**Required work**
Go over the listing below line by line, and return each one holding the string "street".
########
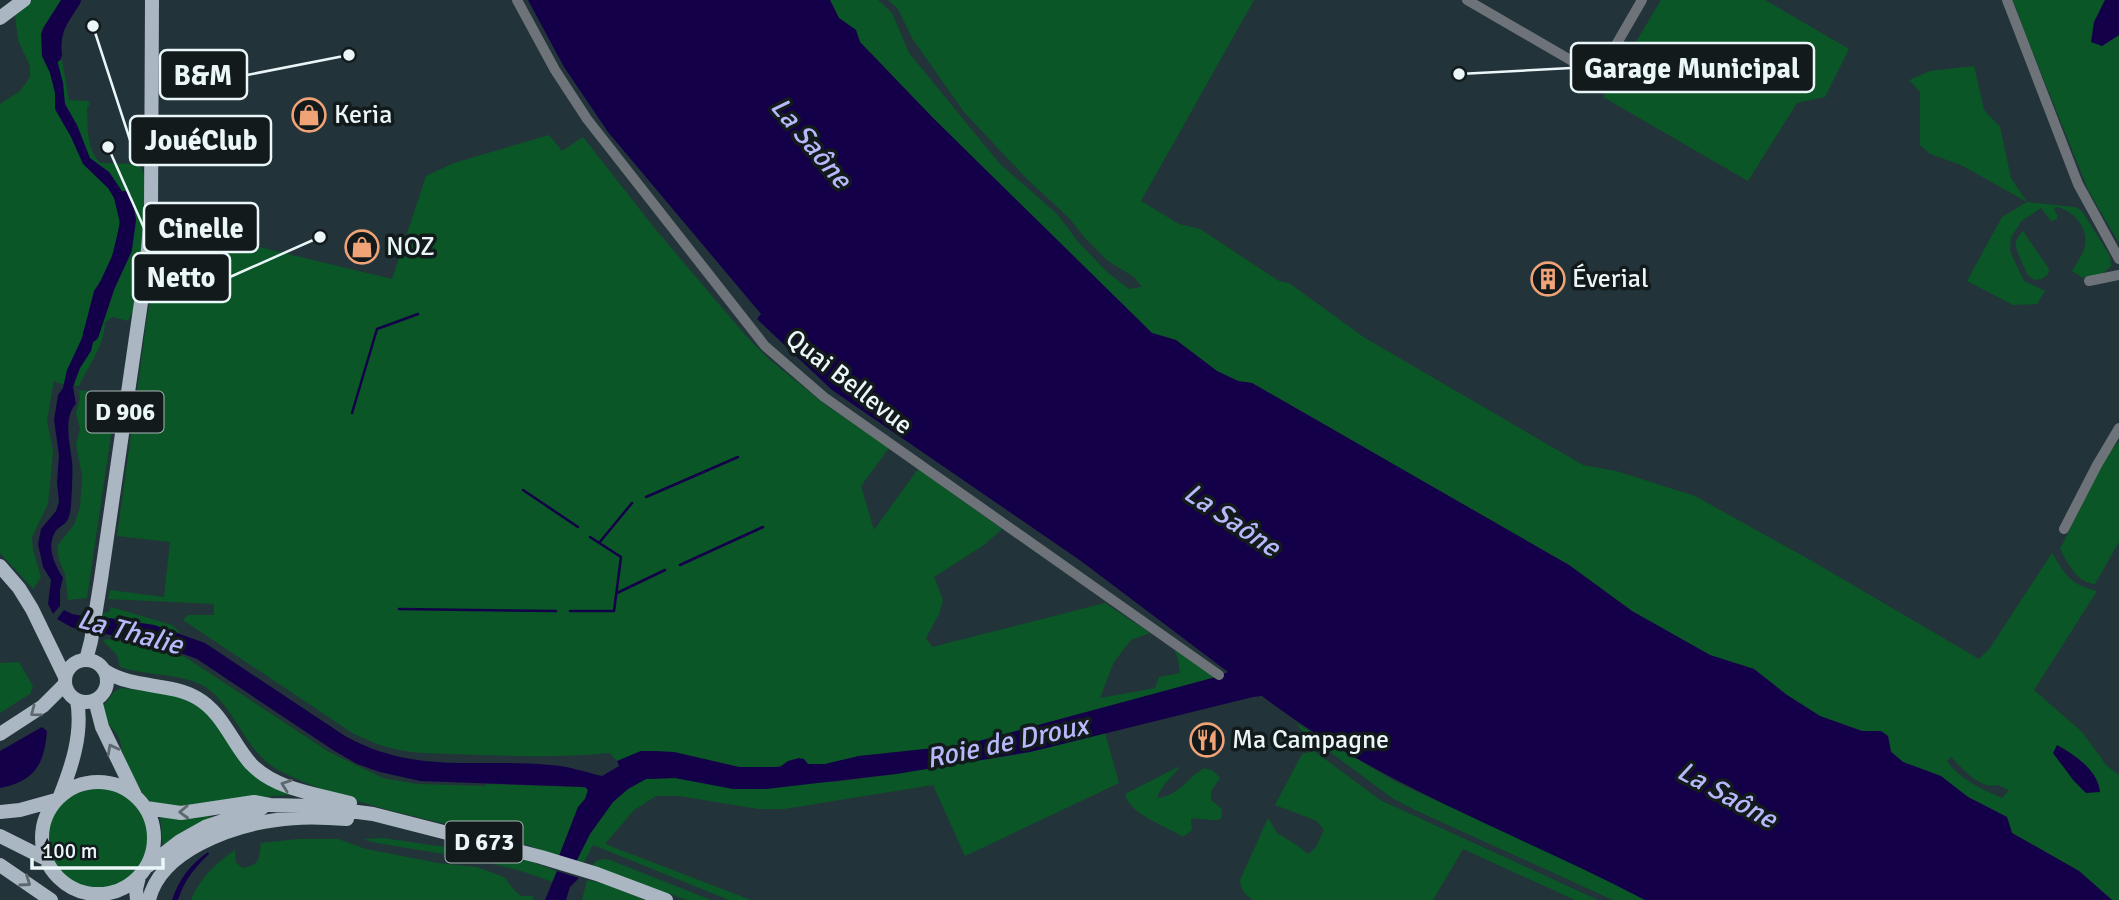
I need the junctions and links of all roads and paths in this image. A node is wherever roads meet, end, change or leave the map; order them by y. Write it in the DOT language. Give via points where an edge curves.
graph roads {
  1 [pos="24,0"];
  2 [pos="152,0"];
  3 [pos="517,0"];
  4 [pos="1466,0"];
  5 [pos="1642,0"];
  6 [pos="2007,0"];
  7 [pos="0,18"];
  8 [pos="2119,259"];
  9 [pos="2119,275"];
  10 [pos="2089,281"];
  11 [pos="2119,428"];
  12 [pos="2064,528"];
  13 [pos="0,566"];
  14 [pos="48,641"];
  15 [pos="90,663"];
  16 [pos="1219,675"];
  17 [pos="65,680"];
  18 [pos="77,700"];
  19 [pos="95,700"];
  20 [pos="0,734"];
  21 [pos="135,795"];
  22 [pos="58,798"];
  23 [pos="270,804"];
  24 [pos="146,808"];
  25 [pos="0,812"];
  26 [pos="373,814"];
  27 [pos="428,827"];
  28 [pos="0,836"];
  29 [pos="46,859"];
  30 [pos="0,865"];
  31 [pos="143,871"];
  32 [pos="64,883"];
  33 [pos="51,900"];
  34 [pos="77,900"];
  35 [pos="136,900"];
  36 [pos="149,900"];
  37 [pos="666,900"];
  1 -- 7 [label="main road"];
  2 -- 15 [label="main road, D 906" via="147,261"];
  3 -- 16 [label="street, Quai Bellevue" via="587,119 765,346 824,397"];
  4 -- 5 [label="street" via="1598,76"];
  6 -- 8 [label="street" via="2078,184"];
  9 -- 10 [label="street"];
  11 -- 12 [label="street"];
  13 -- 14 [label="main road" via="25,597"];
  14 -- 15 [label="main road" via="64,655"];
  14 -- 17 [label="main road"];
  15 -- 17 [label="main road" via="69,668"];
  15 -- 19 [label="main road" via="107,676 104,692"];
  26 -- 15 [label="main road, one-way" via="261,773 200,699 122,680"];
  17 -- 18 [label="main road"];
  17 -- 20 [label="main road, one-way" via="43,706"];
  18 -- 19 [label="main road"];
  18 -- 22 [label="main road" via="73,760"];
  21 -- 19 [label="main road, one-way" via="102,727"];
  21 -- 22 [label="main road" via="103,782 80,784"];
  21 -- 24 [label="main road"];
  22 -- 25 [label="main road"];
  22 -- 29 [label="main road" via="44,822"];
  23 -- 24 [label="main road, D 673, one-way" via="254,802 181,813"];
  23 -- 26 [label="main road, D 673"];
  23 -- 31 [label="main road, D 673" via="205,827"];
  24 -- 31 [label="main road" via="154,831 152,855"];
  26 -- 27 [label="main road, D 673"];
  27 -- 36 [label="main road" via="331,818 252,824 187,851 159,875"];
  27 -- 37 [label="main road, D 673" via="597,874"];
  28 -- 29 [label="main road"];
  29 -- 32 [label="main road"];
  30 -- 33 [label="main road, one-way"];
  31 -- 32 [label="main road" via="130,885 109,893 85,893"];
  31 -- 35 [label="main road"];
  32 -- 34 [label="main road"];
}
########
**Written response**
  3 -- 16 [label="street, Quai Bellevue" via="587,119 765,346 824,397"];
  4 -- 5 [label="street" via="1598,76"];
  6 -- 8 [label="street" via="2078,184"];
  9 -- 10 [label="street"];
  11 -- 12 [label="street"];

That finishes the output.